Reservation counter underflow is an internal invariant violation in all
builds, not a debug-only check.
- Task result vocabulary is not queue authority. Task ids, owned
identity-scoped task handles, queue keys, internal handle-borrowed lookup
matching, payload-free state queries, payload-free poll states, consuming
take states, redacted poll/take result shapes, and
`PluginWorkspaceObserveTaskCompletionShape` may be handed to adapters, but
queue mutation, retention, and revocation cleanup stay behind the host queue
owner. Wasmtime exposes that cleanup only through a matching
`PluginRevocationReport`, so runtime resource invalidation stays tied to
lifecycle revocation. Poll/take resource resolution also carries the original
workspace path provenance and tombstones resources whose path is no longer
authorized by the current update snapshot. Drops of already-invalidated task
resources are idempotent cleanup, and tombstoned reps remain occupied until
guest drop. Drops of uncommitted task resources also remove the matching
pending request before it can become sealed work. Runtime cancellation also
removes matching uncommitted task requests and releases their reservations
before they can become sealed work. Starting a new Wasmtime update tombstones
any task resources still marked as started by a prior abandoned update before
fresh resources are accepted.
- Draining a sealed batch is the only commit point from plugin effects into ECS
messages.
- Drained effect reports split into named owner request batches with the
drained plugin identity retained, so buffer proposal requests and status
requests are not separated by tuple-position convention.
- Failed `PluginIntentQueue` admission preserves the sealed effect batch with
the closed queue rejection. Explicitly discarding the returned batch produces
a redacted cleanup report; retrying it after capacity frees preserves the
successful-return work.
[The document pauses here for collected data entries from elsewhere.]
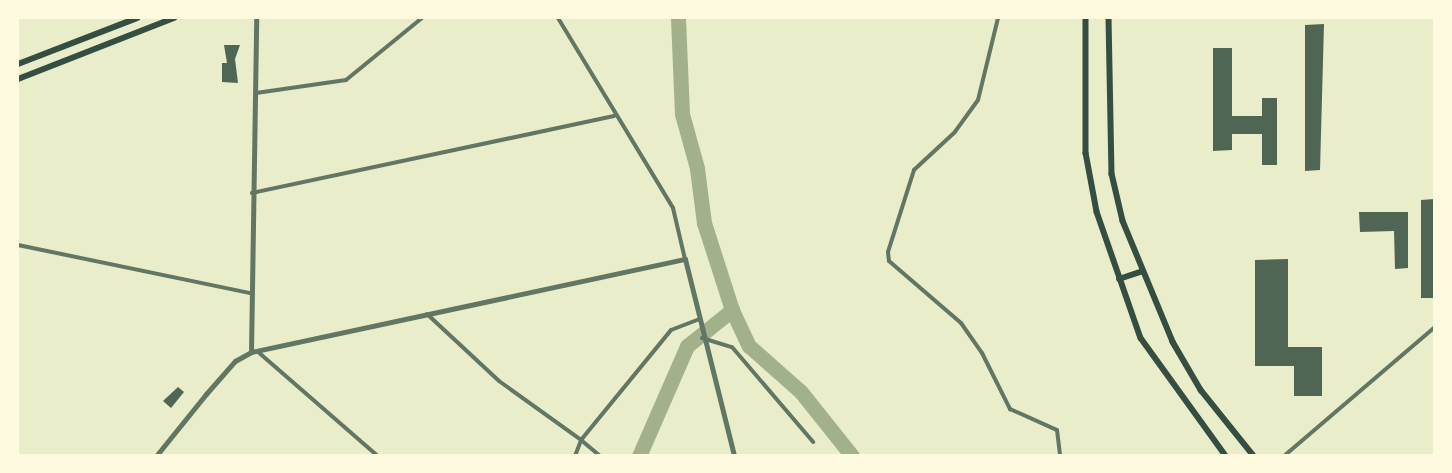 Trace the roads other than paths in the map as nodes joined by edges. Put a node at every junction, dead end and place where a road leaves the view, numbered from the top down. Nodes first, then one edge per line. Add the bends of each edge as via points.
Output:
1 (137, 18) edge
2 (174, 18) edge
3 (256, 18) edge
4 (422, 18) edge
5 (558, 18) edge
6 (998, 18) edge
7 (1086, 18) edge
8 (1109, 18) edge
9 (18, 64) edge
10 (18, 79) edge
11 (256, 93) junction
12 (614, 116) junction
13 (252, 193) junction
14 (18, 245) edge
15 (685, 259) junction
16 (1142, 272) junction
17 (1119, 279) junction
18 (249, 293) junction
19 (427, 314) junction
20 (699, 322) junction
21 (1434, 328) edge
22 (702, 338) junction
23 (254, 352) junction
24 (581, 440) junction
25 (813, 442) dead end
26 (156, 456) edge
27 (378, 456) edge
28 (575, 456) edge
29 (600, 456) edge
30 (734, 456) edge
31 (1060, 456) edge
32 (1226, 456) edge
33 (1254, 456) edge
34 (1284, 456) edge

1 - 9 main road
2 - 10 main road
3 - 11 street
4 - 11 street via 346,80
5 - 12 street
6 - 31 street via 978,100 955,132 914,170 888,252 889,261 961,323 982,352 1010,409 1057,430
7 - 17 main road via 1087,161 1097,212
8 - 16 main road via 1112,174
11 - 13 street
12 - 13 street
12 - 15 street via 673,208
13 - 18 street
14 - 18 street
15 - 19 street
15 - 20 street
16 - 17 main road
16 - 33 main road via 1201,390
17 - 32 main road via 1141,338
18 - 23 street
19 - 23 street
19 - 24 street via 499,381
20 - 22 street
20 - 24 street via 670,330
21 - 34 street
22 - 25 street via 732,347
22 - 30 street
23 - 26 street via 235,361
23 - 27 street
24 - 28 street
24 - 29 street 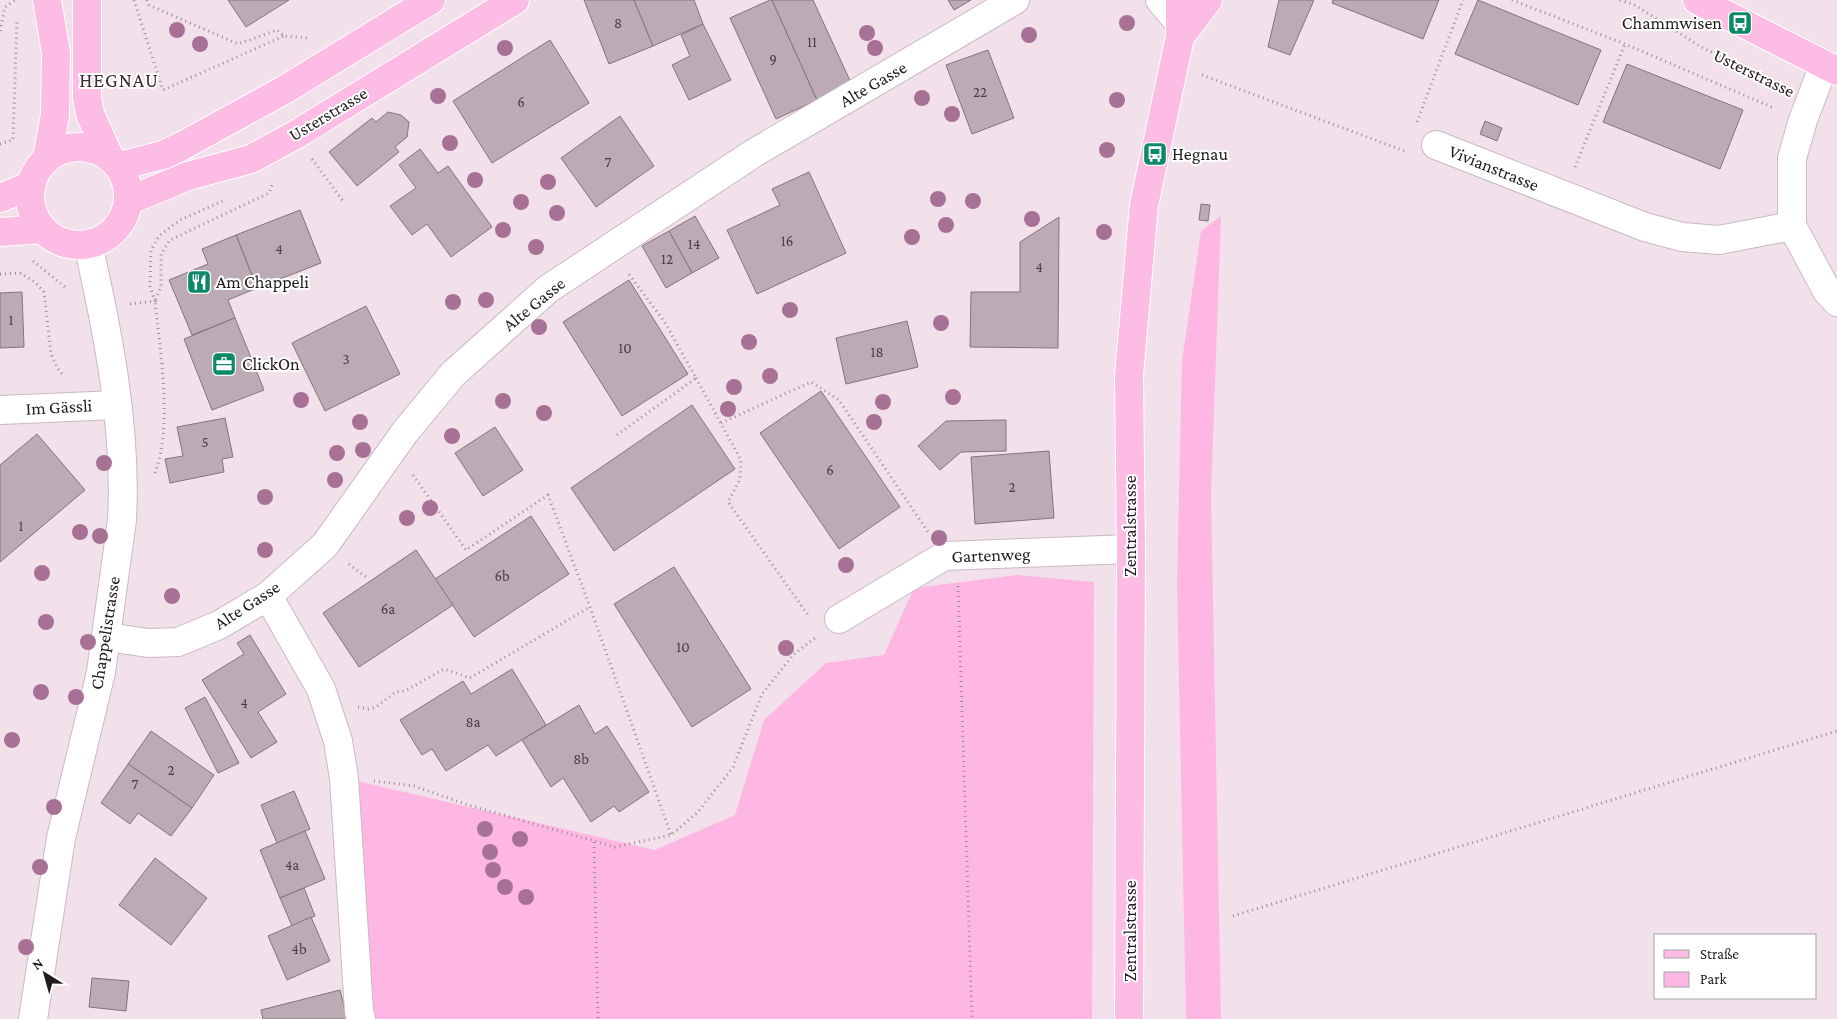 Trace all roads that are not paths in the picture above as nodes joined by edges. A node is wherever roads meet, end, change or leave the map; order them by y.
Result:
1 (47, 0) edge
2 (87, 0) edge
3 (431, 0) edge
4 (515, 0) edge
5 (1015, 0) edge
6 (1160, 0) edge
7 (1208, 0) edge
8 (1697, 0) edge
9 (1180, 20) edge
10 (1830, 68) edge
11 (1436, 145) road end
12 (47, 159) junction
13 (114, 161) junction
14 (32, 185) junction
15 (0, 198) edge
16 (128, 201) junction
17 (1792, 226) junction
18 (43, 228) junction
19 (0, 232) edge
20 (88, 244) junction
21 (1837, 302) edge
22 (118, 406) junction
23 (0, 410) edge
24 (1131, 549) junction
25 (268, 596) junction
26 (830, 626) road end
27 (107, 637) junction
28 (33, 1019) edge
29 (360, 1019) edge
30 (1129, 1019) edge

1 - 12 main road
2 - 13 main road
3 - 13 main road
4 - 16 main road, Usterstrasse
5 - 25 street, Alte Gasse
6 - 9 street
7 - 9 main road, Zentralstrasse
8 - 10 main road
9 - 24 main road, Zentralstrasse
10 - 17 street
11 - 17 street, Vivianstrasse
12 - 13 main road
12 - 14 main road
13 - 16 main road
14 - 15 main road
14 - 18 main road
16 - 20 main road
17 - 21 street
18 - 19 main road
18 - 20 main road
20 - 22 street, Chappelistrasse
22 - 23 street, Im Gässli
22 - 27 street, Chappelistrasse
24 - 26 street, Gartenweg
24 - 30 main road, Zentralstrasse
25 - 27 street, Alte Gasse
25 - 29 street
27 - 28 street, Chappelistrasse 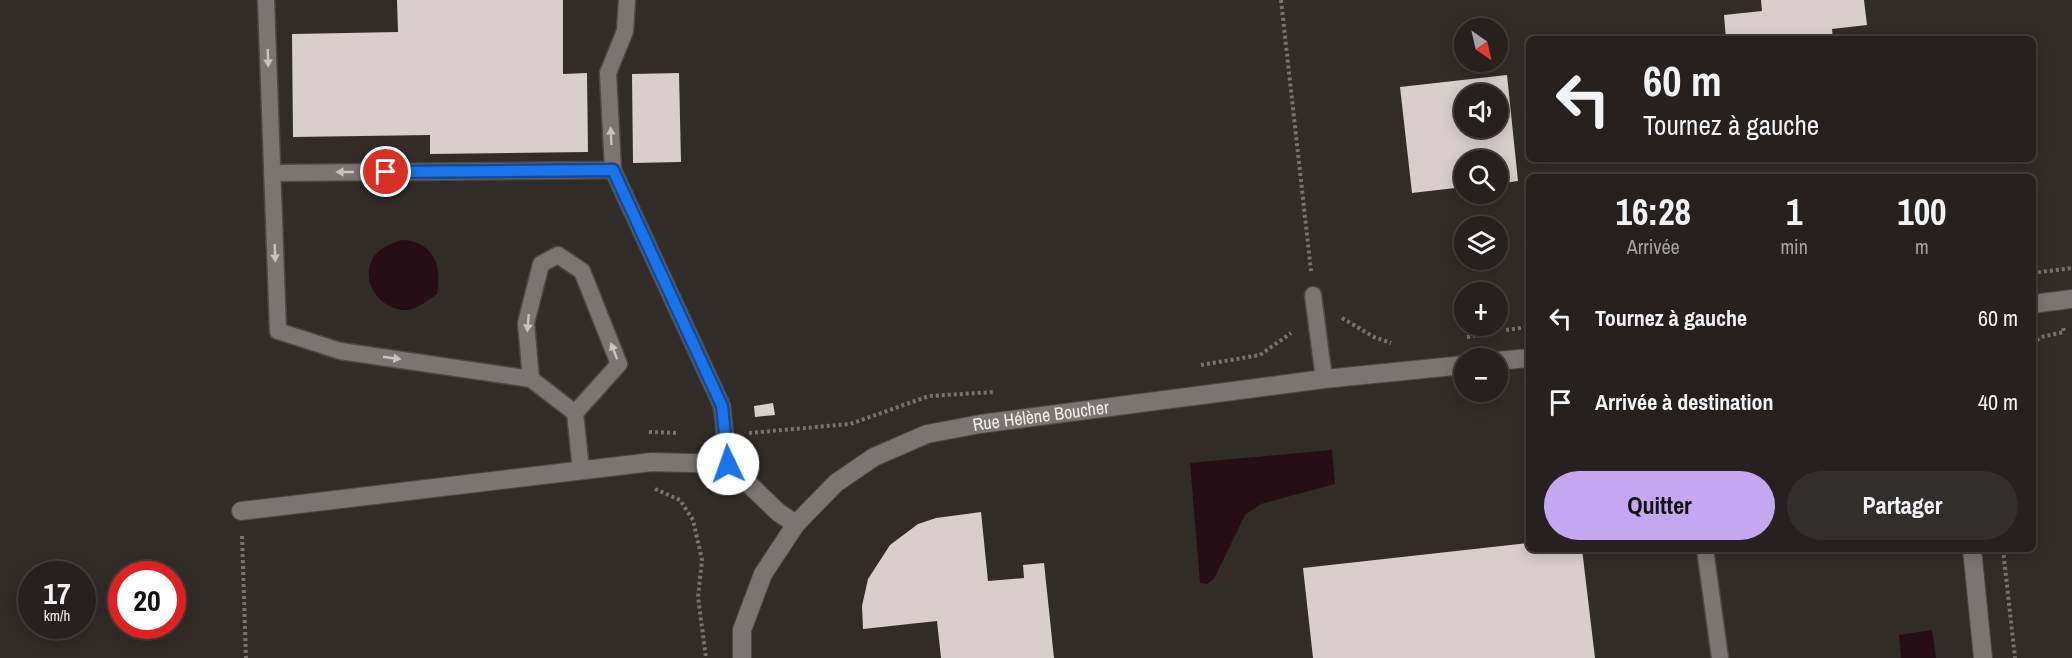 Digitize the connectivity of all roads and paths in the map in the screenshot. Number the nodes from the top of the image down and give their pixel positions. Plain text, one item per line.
1 (266, 0) edge
2 (627, 0) edge
3 (1281, 0) edge
4 (613, 170) junction
5 (272, 172) junction
6 (2072, 268) edge
7 (2036, 272) edge
8 (1314, 295) joint
9 (2072, 299) edge
10 (2036, 304) edge
11 (1316, 314) junction
12 (2063, 320) dead end
13 (1526, 327) edge
14 (1464, 338) dead end
15 (2036, 341) edge
16 (1398, 343) dead end
17 (1526, 358) edge
18 (1508, 360) edge
19 (1454, 365) edge
20 (1197, 366) dead end
21 (531, 379) junction
22 (1324, 379) junction
23 (1000, 392) dead end
24 (575, 413) junction
25 (649, 432) dead end
26 (726, 435) junction
27 (728, 464) junction
28 (581, 470) junction
29 (654, 483) dead end
30 (241, 511) joint
31 (796, 524) junction
32 (1705, 552) edge
33 (1972, 552) edge
34 (2003, 552) edge
35 (246, 658) edge
36 (706, 658) edge
37 (742, 658) edge
38 (1720, 658) edge
39 (1983, 658) edge
40 (2015, 658) edge

1 -> 5 lane
4 -> 2 lane
3 - 8 path
4 -> 5 lane
4 - 26 lane
5 -> 21 lane
6 - 7 path
8 - 11 lane
9 - 10 street
11 - 16 path
11 - 20 path
11 - 22 lane
12 - 15 path
13 - 14 path
17 - 18 street
19 - 22 street, Rue Hélène Boucher
21 - 24 lane
24 -> 21 lane
22 - 31 street, Rue Hélène Boucher
23 - 26 path
24 - 28 lane
25 - 26 path
26 - 27 lane
27 - 28 street
27 - 31 street
28 - 30 street
29 - 36 path
30 - 35 path
31 - 37 street, Rue Hélène Boucher
32 - 38 lane
33 - 39 street
34 - 40 path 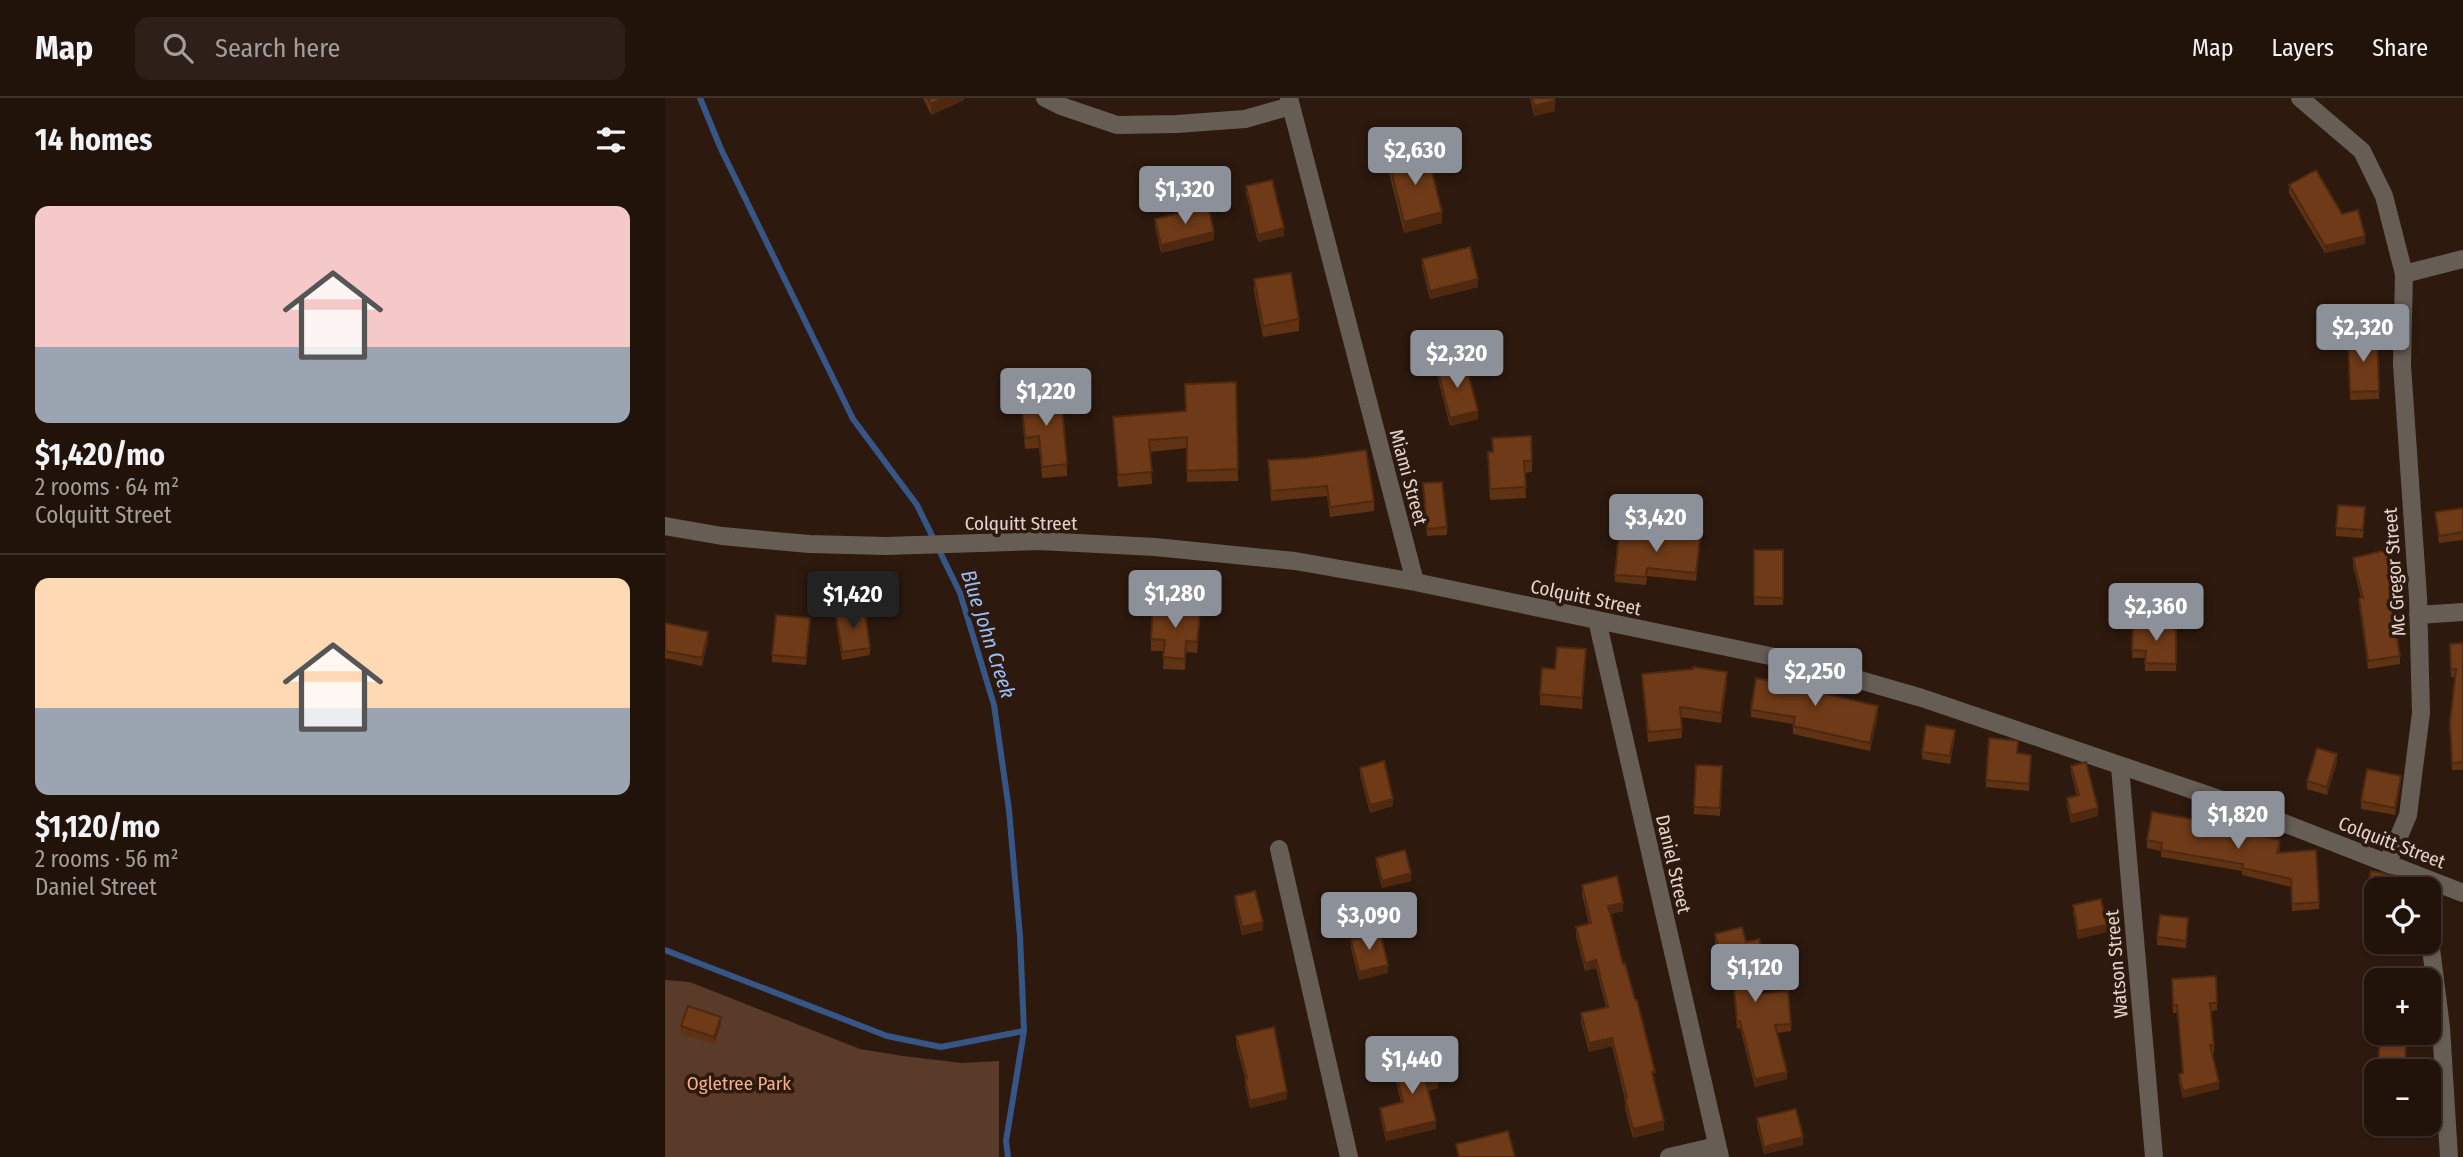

Its consuming split returns named fields.
- Owner systems remain the only commit point for authoritative mutation.
- Stale handles, wrong-kind handles, missing ECS targets, denied capabilities,
invalid ranges, malformed strings, and exceeded limits are normal rejected
outcomes with closed reason enums.
- User-facing diagnostics expose stable identity and reason shape, not raw
paths, buffer text, register text, guest payloads, OS strings, or Bevy
entities.
- Runtime state that survives an update has an owner and a generation. The
owner can revoke it, and the generation makes stale values fail closed.
- Wasmtime update-scoped `ResourceTable` reps are typed by resource kind before
they are stored for guest-call borrows or cleanup, so view and buffer resource
authority cannot be swapped by raw table-index convention.
- Host grant authorization is implemented once by a plugin-scoped authority
proof. Live contexts and per-update snapshots may reuse it, but adapters do
not own parallel denial or workspace-token projection rules.
- Host import snapshots pair effective grants with handle stores only when
both carry the same validated plugin identity.
- Workspace read/write access proofs retain the plugin identity that authorized
them. Filesystem-policy tokens stay internal to `workspace_io`, and pending
workspace I/O, direct observations, and observation task batches reject access
proofs from another plugin identity instead of relying on caller convention.
- Pending workspace artifact writes retain a bounded payload proof with the
non-zero write cap that admitted it, so sealed write work cannot carry an
over-budget payload by convention.
- The Wasmtime adapter stores a host-import rejection and its redacted import
class in one envelope. A source error without attribution, or attribution
without a source error, is not representable.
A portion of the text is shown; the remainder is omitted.